American journalist and academic

Larry L. Meyer is an American journalist, author and academic. He is the former editor-in-chief of Westways, the magazine of the Automobile Club of Southern California, and a professor emeritus of journalism at California State University, Long Beach. He is a 1959 cum laude graduate of the University of California, Los Angeles (UCLA), where he was president of his graduate class, and earned a master's degree in journalism at UCLA in 1960.

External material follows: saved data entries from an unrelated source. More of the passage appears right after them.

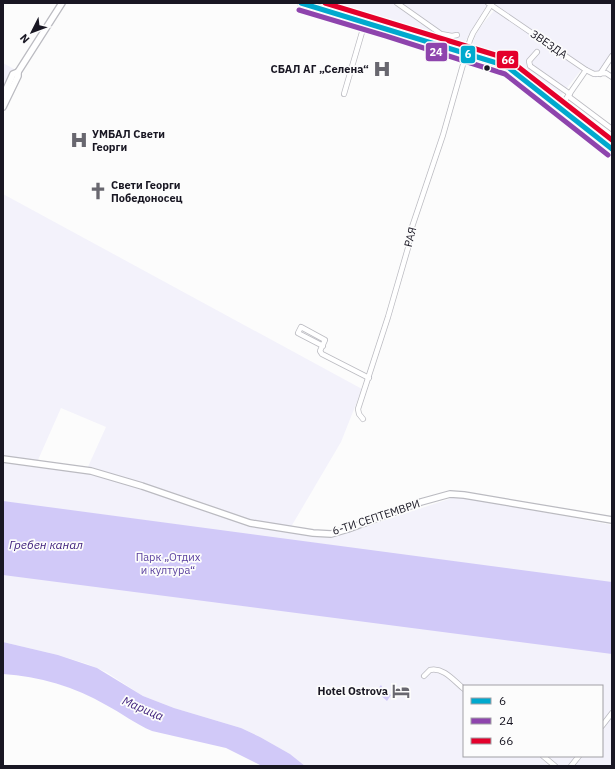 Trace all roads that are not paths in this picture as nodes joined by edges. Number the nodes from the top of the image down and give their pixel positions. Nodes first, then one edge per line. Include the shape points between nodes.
1 (62, 3) edge
2 (397, 3) edge
3 (305, 4) edge
4 (491, 4) edge
5 (365, 22) junction
6 (458, 35) dead end
7 (537, 52) dead end
8 (466, 54) junction
9 (612, 56) edge
10 (586, 70) junction
11 (18, 72) junction
12 (600, 74) junction
13 (612, 77) edge
14 (344, 94) dead end
15 (569, 95) junction
16 (3, 96) edge
17 (3, 107) edge
18 (559, 109) junction
19 (612, 129) edge
20 (612, 150) edge
21 (323, 346) junction
22 (369, 378) junction
23 (363, 420) dead end
24 (3, 459) edge
25 (612, 520) edge
26 (424, 676) dead end
27 (463, 688) edge
28 (612, 713) edge
29 (603, 725) edge
30 (544, 757) edge
31 (578, 757) edge
32 (555, 766) edge
33 (571, 766) edge

1 - 11 street
2 - 6 street via 441,34
3 - 5 main road
4 - 8 street, РАЯ via 472,33
4 - 10 street, ЗВЕЗДА
5 - 8 main road
5 - 14 street
7 - 15 street via 529,62 530,66
8 - 18 main road via 509,68
8 - 22 street, РАЯ via 443,135 411,230 408,248
9 - 12 street
10 - 12 street, ЗВЕЗДА
10 - 15 street
11 - 16 street via 13,74
11 - 17 street
12 - 13 street, ЗВЕЗДА via 606,73
15 - 18 street
15 - 19 street
18 - 20 main road
21 - 21 street via 325,340 301,327 298,333
21 - 22 street via 320,351 322,354
22 - 23 street, РАЯ via 358,409
24 - 25 street, 6-ТИ СЕПТЕМВРИ via 91,471 250,523 313,533 331,534 450,494
26 - 27 street via 430,670 438,670
28 - 29 street
30 - 32 street
31 - 33 street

Meyer is a longtime resident of Huntington Beach, California. In the early 1980s, divorced from a 21-year marriage, Meyer married one of his journalism students. After two children with her and in his late 50s, he retired from teaching to become a stay-at-home father to an unexpected sixth child and to support his wife's career. These experiences became the basis for two of his books, My Summer With Molly and No Paltry Thing, both self-published through a small publishing company he founded, Calafia Press.

== Bibliography==
Meyer's books include:
- Meyer, Larry L. (1975). "Shadow of a Continent: The Prize That Lay to the West, 1776"
- Meyer, Larry L. (1977). "California Quake"

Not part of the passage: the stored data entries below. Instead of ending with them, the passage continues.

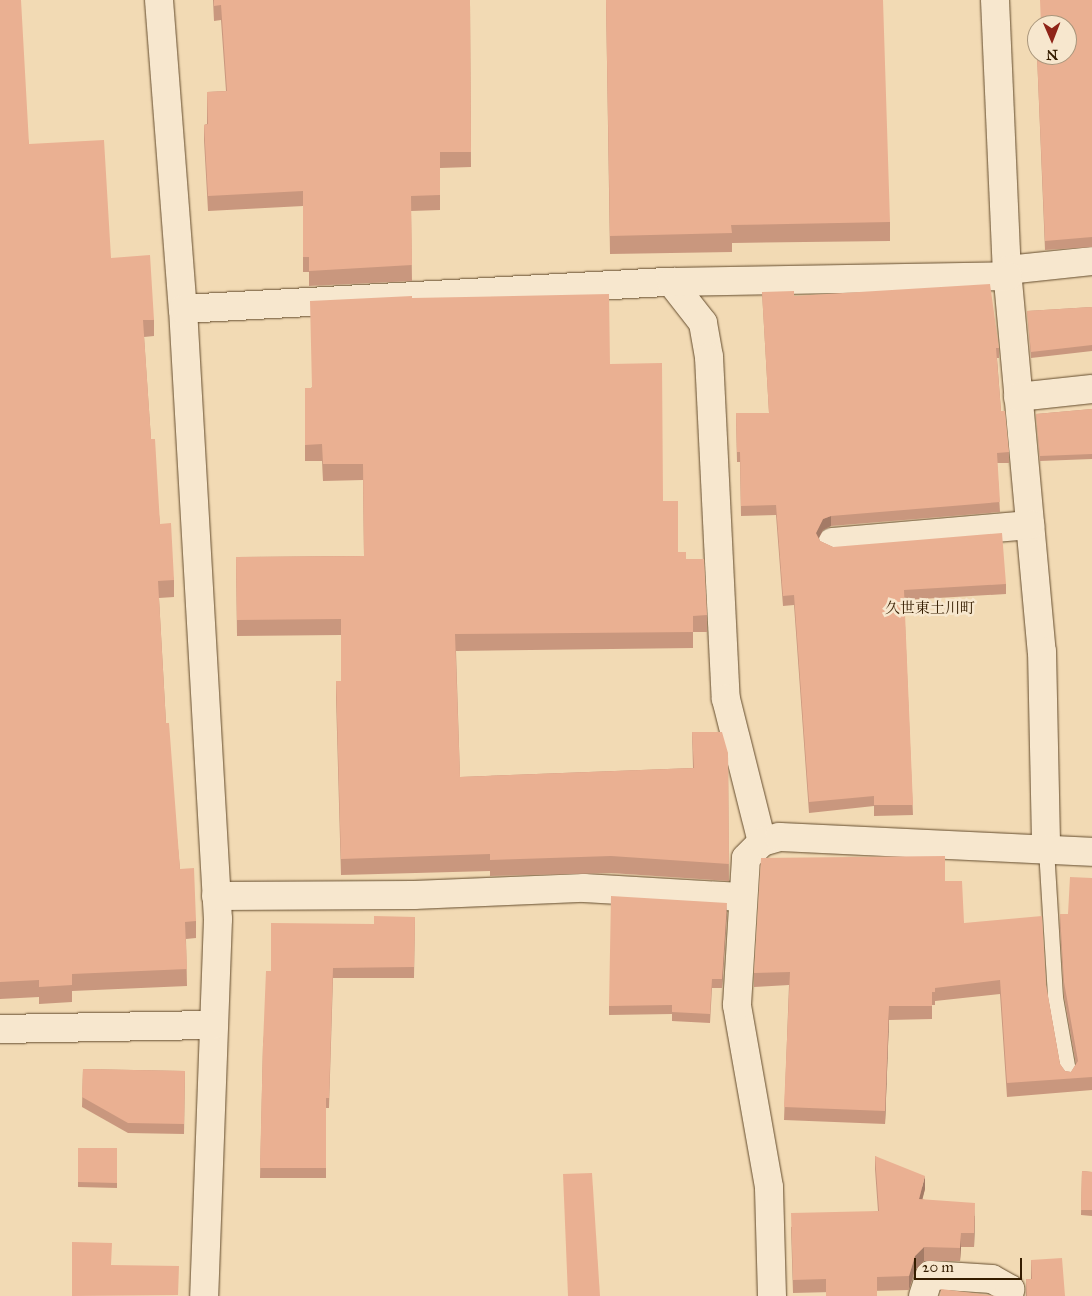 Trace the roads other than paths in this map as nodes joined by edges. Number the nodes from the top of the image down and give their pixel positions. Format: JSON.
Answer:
{"nodes":[{"id":1,"x":160,"y":0,"type":"edge"},
{"id":2,"x":995,"y":0,"type":"edge"},
{"id":3,"x":1092,"y":261,"type":"edge"},
{"id":4,"x":1008,"y":273,"type":"junction"},
{"id":5,"x":672,"y":282,"type":"junction"},
{"id":6,"x":183,"y":309,"type":"junction"},
{"id":7,"x":1092,"y":389,"type":"edge"},
{"id":8,"x":1018,"y":397,"type":"junction"},
{"id":9,"x":1030,"y":525,"type":"junction"},
{"id":10,"x":832,"y":542,"type":"dead end"},
{"id":11,"x":762,"y":842,"type":"junction"},
{"id":12,"x":1046,"y":849,"type":"junction"},
{"id":13,"x":1092,"y":852,"type":"edge"},
{"id":14,"x":216,"y":896,"type":"junction"},
{"id":15,"x":742,"y":897,"type":"junction"},
{"id":16,"x":214,"y":1025,"type":"junction"},
{"id":17,"x":0,"y":1029,"type":"edge"},
{"id":18,"x":1069,"y":1076,"type":"edge"},
{"id":19,"x":204,"y":1296,"type":"edge"},
{"id":20,"x":772,"y":1296,"type":"edge"},
{"id":21,"x":923,"y":1296,"type":"edge"},
{"id":22,"x":1009,"y":1296,"type":"edge"}],
"edges":[{"from":1,"to":6,"type":"street"},
{"from":2,"to":4,"type":"street"},
{"from":3,"to":4,"type":"street"},
{"from":4,"to":5,"type":"street"},
{"from":4,"to":8,"type":"street"},
{"from":5,"to":6,"type":"street"},
{"from":5,"to":11,"type":"street"},
{"from":6,"to":14,"type":"street"},
{"from":7,"to":8,"type":"street"},
{"from":8,"to":9,"type":"street"},
{"from":9,"to":10,"type":"street"},
{"from":9,"to":12,"type":"street"},
{"from":11,"to":12,"type":"street"},
{"from":11,"to":15,"type":"street"},
{"from":12,"to":13,"type":"street"},
{"from":12,"to":18,"type":"lane"},
{"from":14,"to":15,"type":"street"},
{"from":14,"to":16,"type":"street"},
{"from":15,"to":20,"type":"street"},
{"from":16,"to":17,"type":"street"},
{"from":16,"to":19,"type":"street"},
{"from":21,"to":22,"type":"street"}]}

- Meyer, Larry L. (1983). "Long Beach: Fortune's Harbor"
- Meyer, Larry L. (1987). "The Complete Works of Marcus Uteris: A Novel"
- Meyer, Larry L. (1989). "My Summer With Molly: The Journal of a Second Generation Father"
- Meyer, Larry L. (2005). "No Paltry Thing: Memoirs of a Geezer Dad"
- Jurmain, Claudia (2011). "Rancho Los Alamitos: Ever Changing, Always the Same"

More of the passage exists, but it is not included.